Только после напоминания об еде я взглянул на часы и заметил, что смеркается: я думал, что провел на вышке два-три часа, а был уже вечер, и прошло более девяти часов с тех пор, как утром я ушел из дому. В первый раз за семь месяцев радиостанция Маре-Сале не сообщила ни утреннего, ни полдневного стояния барометра, а наверное Исакогорка, Ходынка и Карнарвон уже спрашивали, почему мы молчим. В ушах у меня был звон, лопушки ушей распухли и болели, но я надел на голову слуховой прибор и, сосредоточась, через некоторое время разобрал в нежном хоре искровых переговоров наши буквы — нас вызывали.
Я тотчас сообщил об этом товарищам, спросил их, записали ли они в суматохе с медведями показание барометра после полудня. Да, 743,6 миллиметра. Я решил пустить дизель-динамо и попробовать, если справлюсь один, передать сразу дневную сводку наблюдений…
А главное — надо было объяснить, почему мы до сих пор молчали.

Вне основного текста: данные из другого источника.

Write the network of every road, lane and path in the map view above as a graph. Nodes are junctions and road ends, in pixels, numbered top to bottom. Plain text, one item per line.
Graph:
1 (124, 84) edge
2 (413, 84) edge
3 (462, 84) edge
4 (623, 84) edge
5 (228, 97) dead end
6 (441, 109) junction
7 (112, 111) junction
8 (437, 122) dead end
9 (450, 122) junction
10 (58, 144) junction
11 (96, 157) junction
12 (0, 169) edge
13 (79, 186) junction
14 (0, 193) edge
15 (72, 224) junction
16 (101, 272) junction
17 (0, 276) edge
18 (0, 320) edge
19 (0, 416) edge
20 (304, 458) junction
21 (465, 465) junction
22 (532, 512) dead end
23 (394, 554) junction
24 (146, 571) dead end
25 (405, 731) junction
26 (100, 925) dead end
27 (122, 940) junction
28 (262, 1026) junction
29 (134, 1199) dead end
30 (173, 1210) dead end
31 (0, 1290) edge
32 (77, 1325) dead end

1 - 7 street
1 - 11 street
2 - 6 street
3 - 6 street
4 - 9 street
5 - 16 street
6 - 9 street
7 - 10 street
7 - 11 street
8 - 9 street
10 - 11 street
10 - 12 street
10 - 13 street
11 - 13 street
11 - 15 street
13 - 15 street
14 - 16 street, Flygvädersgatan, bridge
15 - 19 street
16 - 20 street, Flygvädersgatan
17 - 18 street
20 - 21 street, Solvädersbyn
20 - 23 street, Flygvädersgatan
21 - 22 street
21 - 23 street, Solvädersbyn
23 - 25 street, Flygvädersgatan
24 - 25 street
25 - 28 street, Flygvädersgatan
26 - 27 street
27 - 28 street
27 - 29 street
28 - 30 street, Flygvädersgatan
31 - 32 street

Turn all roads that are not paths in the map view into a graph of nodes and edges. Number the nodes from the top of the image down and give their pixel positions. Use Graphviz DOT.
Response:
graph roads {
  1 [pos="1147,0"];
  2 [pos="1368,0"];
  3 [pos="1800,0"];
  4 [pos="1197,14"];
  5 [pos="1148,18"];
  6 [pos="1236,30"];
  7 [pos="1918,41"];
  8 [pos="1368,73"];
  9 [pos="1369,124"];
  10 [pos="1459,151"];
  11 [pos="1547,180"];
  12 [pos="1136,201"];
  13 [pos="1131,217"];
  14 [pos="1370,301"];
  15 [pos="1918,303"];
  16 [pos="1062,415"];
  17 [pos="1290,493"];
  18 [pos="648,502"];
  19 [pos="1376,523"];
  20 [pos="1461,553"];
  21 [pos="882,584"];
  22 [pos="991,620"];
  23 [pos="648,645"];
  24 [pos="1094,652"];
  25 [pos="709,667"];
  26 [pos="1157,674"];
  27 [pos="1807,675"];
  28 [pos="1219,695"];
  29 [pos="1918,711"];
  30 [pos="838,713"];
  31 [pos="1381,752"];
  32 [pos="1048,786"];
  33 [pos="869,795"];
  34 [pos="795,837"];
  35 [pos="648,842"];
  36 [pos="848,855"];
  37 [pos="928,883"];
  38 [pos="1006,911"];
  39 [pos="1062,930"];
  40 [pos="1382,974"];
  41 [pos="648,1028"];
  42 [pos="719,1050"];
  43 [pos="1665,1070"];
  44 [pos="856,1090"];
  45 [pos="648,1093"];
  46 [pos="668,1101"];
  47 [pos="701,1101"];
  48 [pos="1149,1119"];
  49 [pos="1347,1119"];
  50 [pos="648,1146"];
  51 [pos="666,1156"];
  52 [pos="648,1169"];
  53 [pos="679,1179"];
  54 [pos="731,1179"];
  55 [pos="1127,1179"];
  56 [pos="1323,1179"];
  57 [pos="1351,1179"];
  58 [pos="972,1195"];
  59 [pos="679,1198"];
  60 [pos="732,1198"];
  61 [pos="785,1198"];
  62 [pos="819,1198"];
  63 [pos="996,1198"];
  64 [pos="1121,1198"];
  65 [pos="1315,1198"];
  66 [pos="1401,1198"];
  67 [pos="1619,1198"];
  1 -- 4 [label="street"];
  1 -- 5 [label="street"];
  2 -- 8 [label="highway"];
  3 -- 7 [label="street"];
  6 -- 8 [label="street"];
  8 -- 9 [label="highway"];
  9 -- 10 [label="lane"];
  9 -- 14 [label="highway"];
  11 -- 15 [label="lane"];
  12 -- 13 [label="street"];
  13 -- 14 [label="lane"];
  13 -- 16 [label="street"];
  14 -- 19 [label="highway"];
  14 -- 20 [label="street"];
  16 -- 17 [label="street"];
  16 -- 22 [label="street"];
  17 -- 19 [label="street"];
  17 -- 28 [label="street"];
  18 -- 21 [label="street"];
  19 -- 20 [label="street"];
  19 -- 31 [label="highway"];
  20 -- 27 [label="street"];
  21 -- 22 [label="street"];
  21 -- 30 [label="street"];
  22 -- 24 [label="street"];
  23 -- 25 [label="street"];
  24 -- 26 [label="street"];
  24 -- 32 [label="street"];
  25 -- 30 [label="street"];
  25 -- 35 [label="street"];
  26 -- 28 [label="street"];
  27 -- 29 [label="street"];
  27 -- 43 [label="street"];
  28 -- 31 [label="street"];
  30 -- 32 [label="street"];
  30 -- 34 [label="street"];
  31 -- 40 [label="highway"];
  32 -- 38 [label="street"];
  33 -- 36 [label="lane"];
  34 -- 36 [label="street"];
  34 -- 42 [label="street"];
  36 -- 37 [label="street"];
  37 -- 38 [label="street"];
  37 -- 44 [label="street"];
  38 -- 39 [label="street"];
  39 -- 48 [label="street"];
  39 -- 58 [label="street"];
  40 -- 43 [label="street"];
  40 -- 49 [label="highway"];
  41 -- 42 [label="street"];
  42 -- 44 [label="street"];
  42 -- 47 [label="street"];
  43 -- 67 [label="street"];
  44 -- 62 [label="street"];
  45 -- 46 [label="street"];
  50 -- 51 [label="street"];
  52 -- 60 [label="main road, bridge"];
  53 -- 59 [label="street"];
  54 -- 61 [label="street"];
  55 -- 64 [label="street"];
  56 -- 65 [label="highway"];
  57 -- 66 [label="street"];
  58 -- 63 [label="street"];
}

Дизель — это дивная машина, вы знаете, — приводится в движение одним поворотом воздушного колеса. Мотор застучал клапанами, запело, динамо. Я засветил лампы, включил высокое напряжение; вспышка искр и запах озона успокоили меня. Я спокойно выбивал ключом радио, объясняя сначала «всем, всем, всем» «Sie sind betrunken!», что на радиостанцию Маре-Сале напали и держат ее в осаде белые медведи. Повторив это краткое сообщение, я остановил машину. Свет у меня погас, и я увидел через зеркальное окно аппаратной, что настала светлая звездная ночь. Я снова надел слуховой прибор и скоро, подстраивая антенну на прием, ясно услыхал из черточек и точек несколько раз повторенное по-немецки: «Sie sind betrunken!», т. e., что мы тут напились до белых медведей…
Может быть это забавлялся Науэн, но сигналы были четки и ясны, словно со мной говорил близкий сосед. Вероятнее, судя по грубости, это было какое-нибудь шальное немецкое судно в Мурманских водах, и над нами посмеялся через простор эфира командир его, сам пьяный от вина и ужаса беспощадной каперской войны.
Затем последовало долгое молчание, после чего английское дозорное судно спокойно и серьезно спросило меня, не может ли оно чем-нибудь помочь. Это на расстоянии чуть ли не полутора тысячи километров! Однако это не была насмешка.
— Опишите точно обстановку, — попросил меня английский крейсер.
Я слышал сигналы британца совершенно ясно. Он мне дал: «QSB» — что искра моя плоха. Я знал, почему: антенна наша покрылась инеем, и ее надо было прогреть током, чтобы растопить ледяной налет. Но наши переговоры затруднялись еще тем, что без механика я должен был для каждого ответа снимать с головы слуховой аппарат, итти в моторную, пускать дизель, выравнивать напряжение, а затем включать трансформатор, покинув мотор и динамо, и, положась на их конструктивную честность; без присмотра, потом уже отбивать сигналы. К полночи мне товарищи сообщили, что, выкинув за дверь к медведю Сиба, они выманили его из-за печки и пристрелили. А британец мне задал неожиданный вопрос:
— Есть ли у вас ракеты?
— Огромный запас, — ответил я.
Прошло полчаса. Я ждал с наушником вестей еще откуда-нибудь и услыхал опять по-английски:
— Пустите в ход весь фейерверк. Лучше всего.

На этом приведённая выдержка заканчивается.